■ Your assignment:
Line by line, transcribe the data below exactly and pass over the images.

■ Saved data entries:
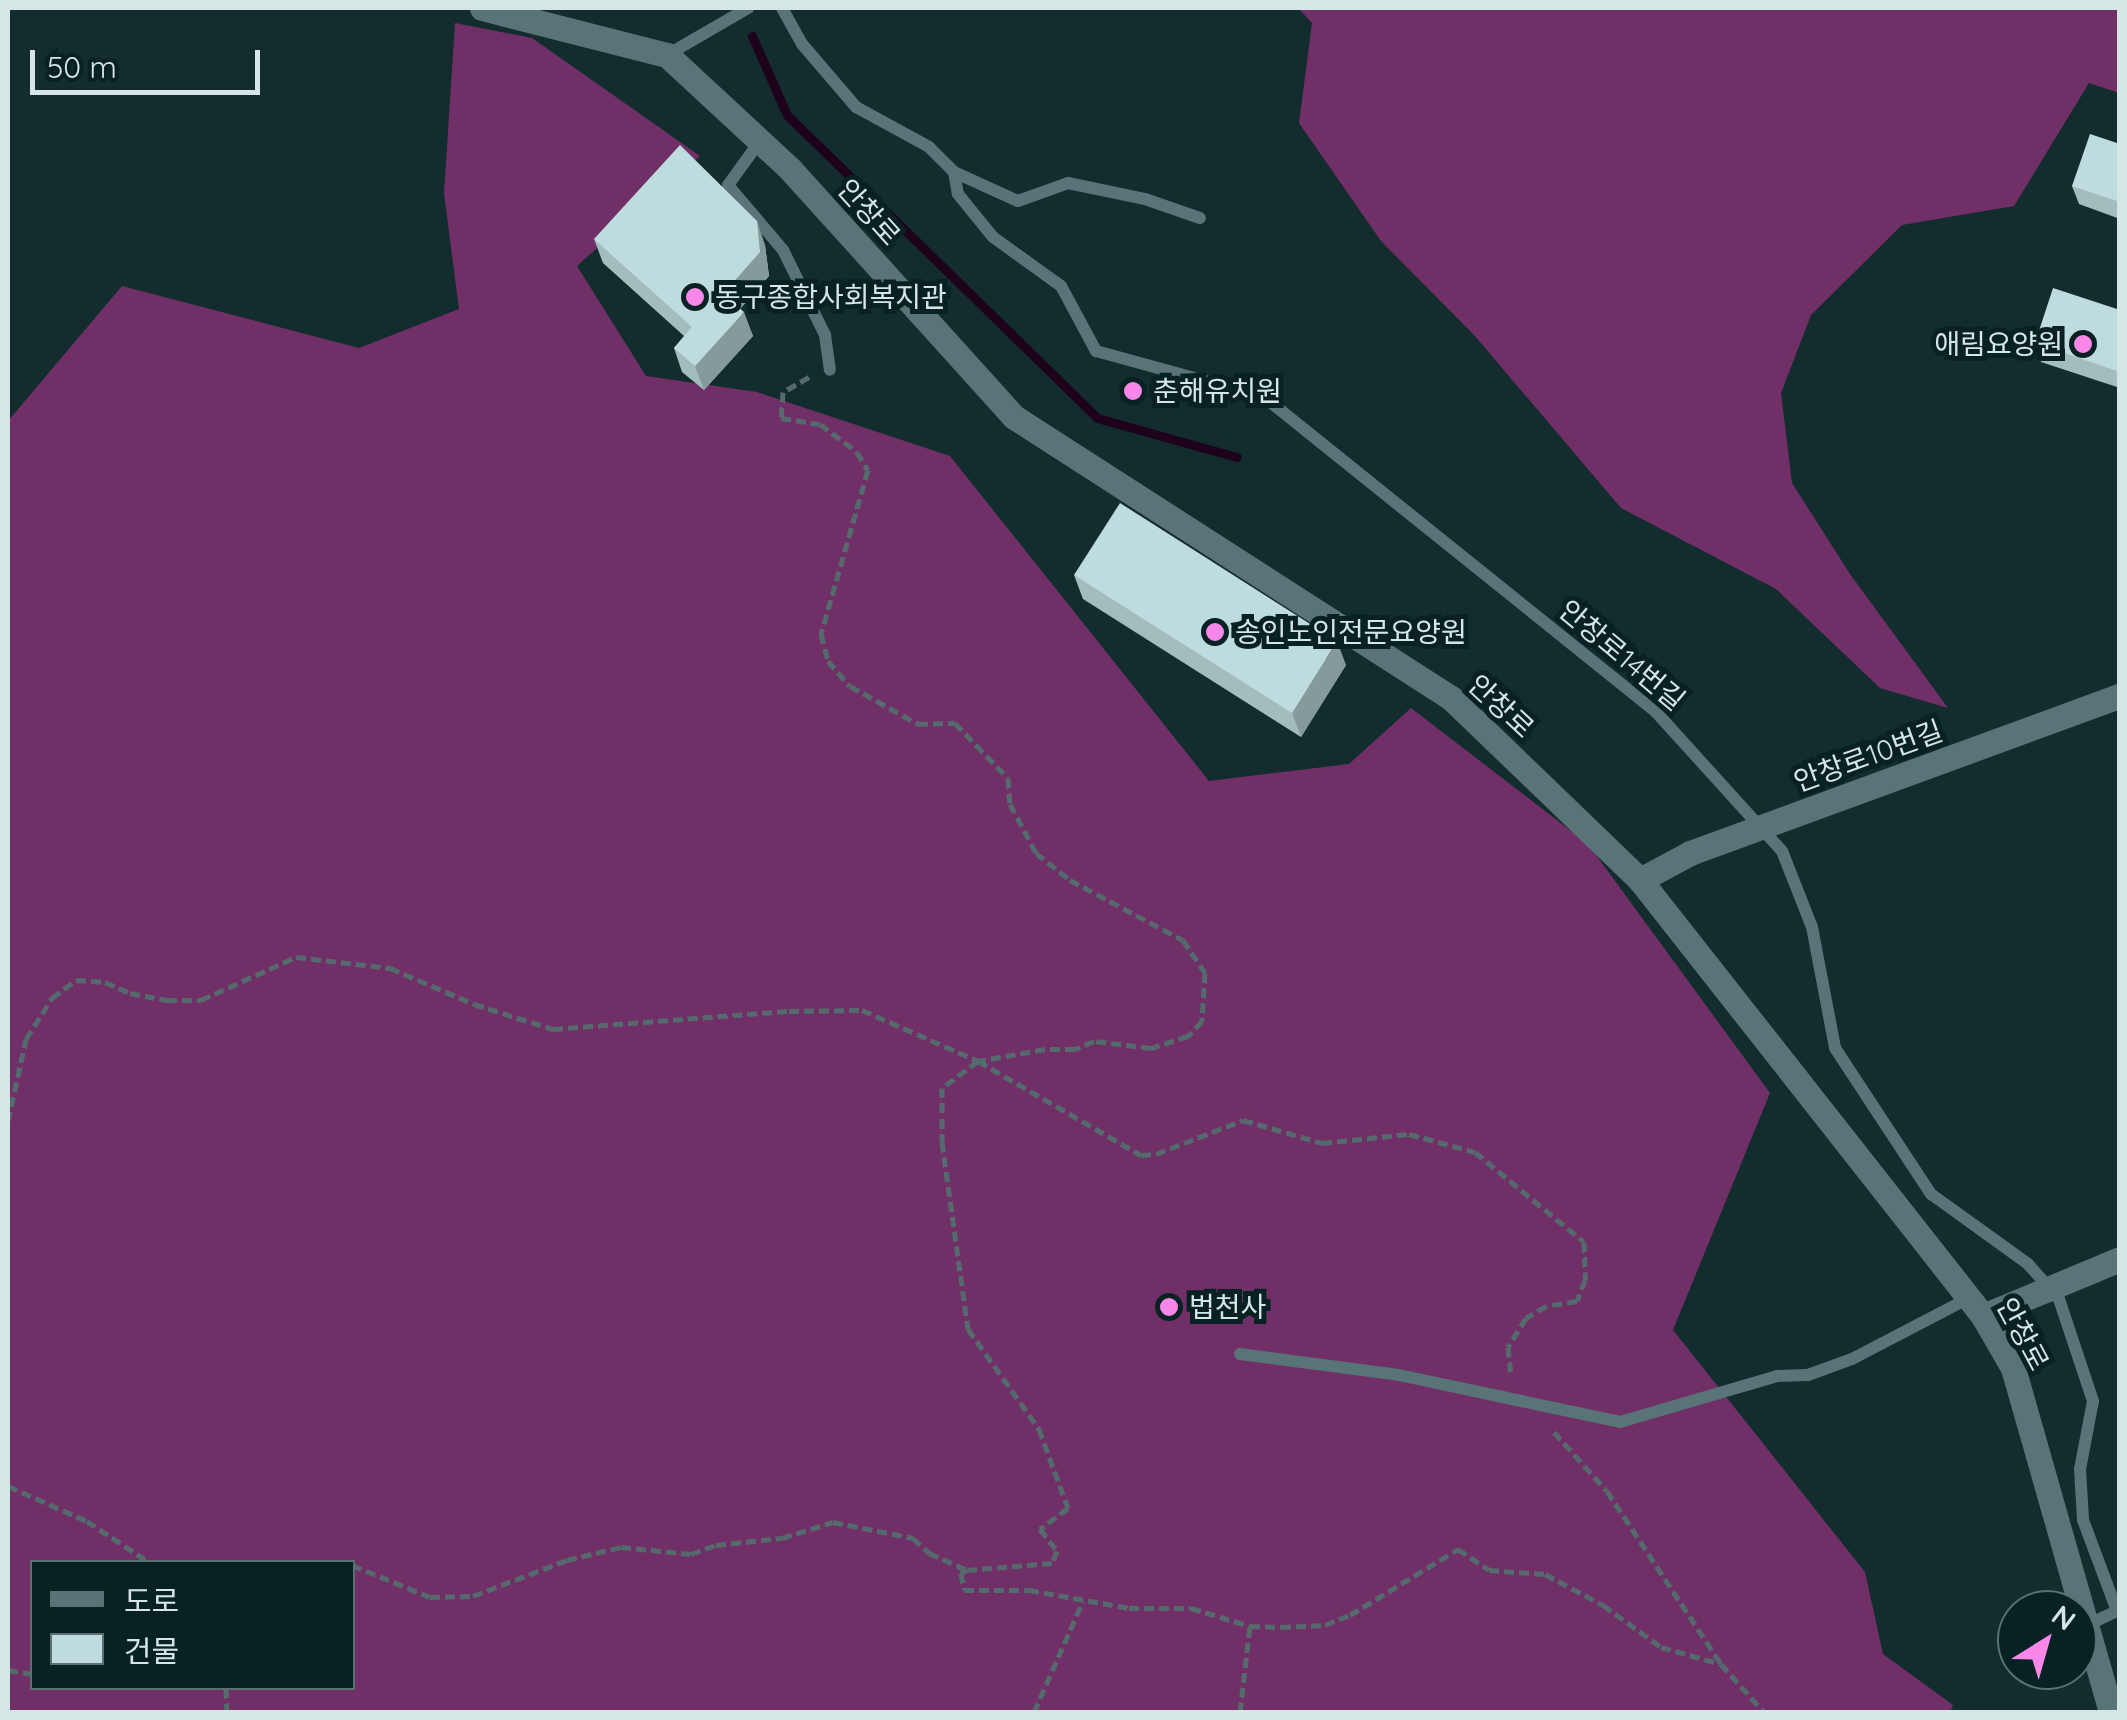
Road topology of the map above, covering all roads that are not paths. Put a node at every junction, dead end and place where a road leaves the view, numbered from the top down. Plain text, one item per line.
1 (482, 8) edge
2 (748, 8) edge
3 (782, 8) edge
4 (668, 55) junction
5 (760, 141) junction
6 (954, 172) junction
7 (1200, 218) dead end
8 (830, 370) road end
9 (2120, 696) edge
10 (1640, 880) junction
11 (2120, 1258) edge
12 (1976, 1307) junction
13 (1240, 1354) dead end
14 (2078, 1590) edge
15 (2097, 1621) edge
16 (2097, 1659) edge
17 (2111, 1712) edge

1 - 4 street, 안창로
2 - 4 lane
3 - 6 lane
4 - 5 street, 안창로
5 - 8 lane
5 - 10 street, 안창로
6 - 7 lane
6 - 15 lane, 안창로14번길
9 - 10 street, 안창로10번길
10 - 12 street, 안창로
11 - 12 street
12 - 13 lane
12 - 14 street, 안창로
16 - 17 street, 안창로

■ Response below:
Road topology of the map above, covering all roads that are not paths. Put a node at every junction, dead end and place where a road leaves the view, numbered from the top down. Plain text, one item per line.
1 (482, 8) edge
2 (748, 8) edge
3 (782, 8) edge
4 (668, 55) junction
5 (760, 141) junction
6 (954, 172) junction
7 (1200, 218) dead end
8 (830, 370) road end
9 (2120, 696) edge
10 (1640, 880) junction
11 (2120, 1258) edge
12 (1976, 1307) junction
13 (1240, 1354) dead end
14 (2078, 1590) edge
15 (2097, 1621) edge
16 (2097, 1659) edge
17 (2111, 1712) edge

1 - 4 street, 안창로
2 - 4 lane
3 - 6 lane
4 - 5 street, 안창로
5 - 8 lane
5 - 10 street, 안창로
6 - 7 lane
6 - 15 lane, 안창로14번길
9 - 10 street, 안창로10번길
10 - 12 street, 안창로
11 - 12 street
12 - 13 lane
12 - 14 street, 안창로
16 - 17 street, 안창로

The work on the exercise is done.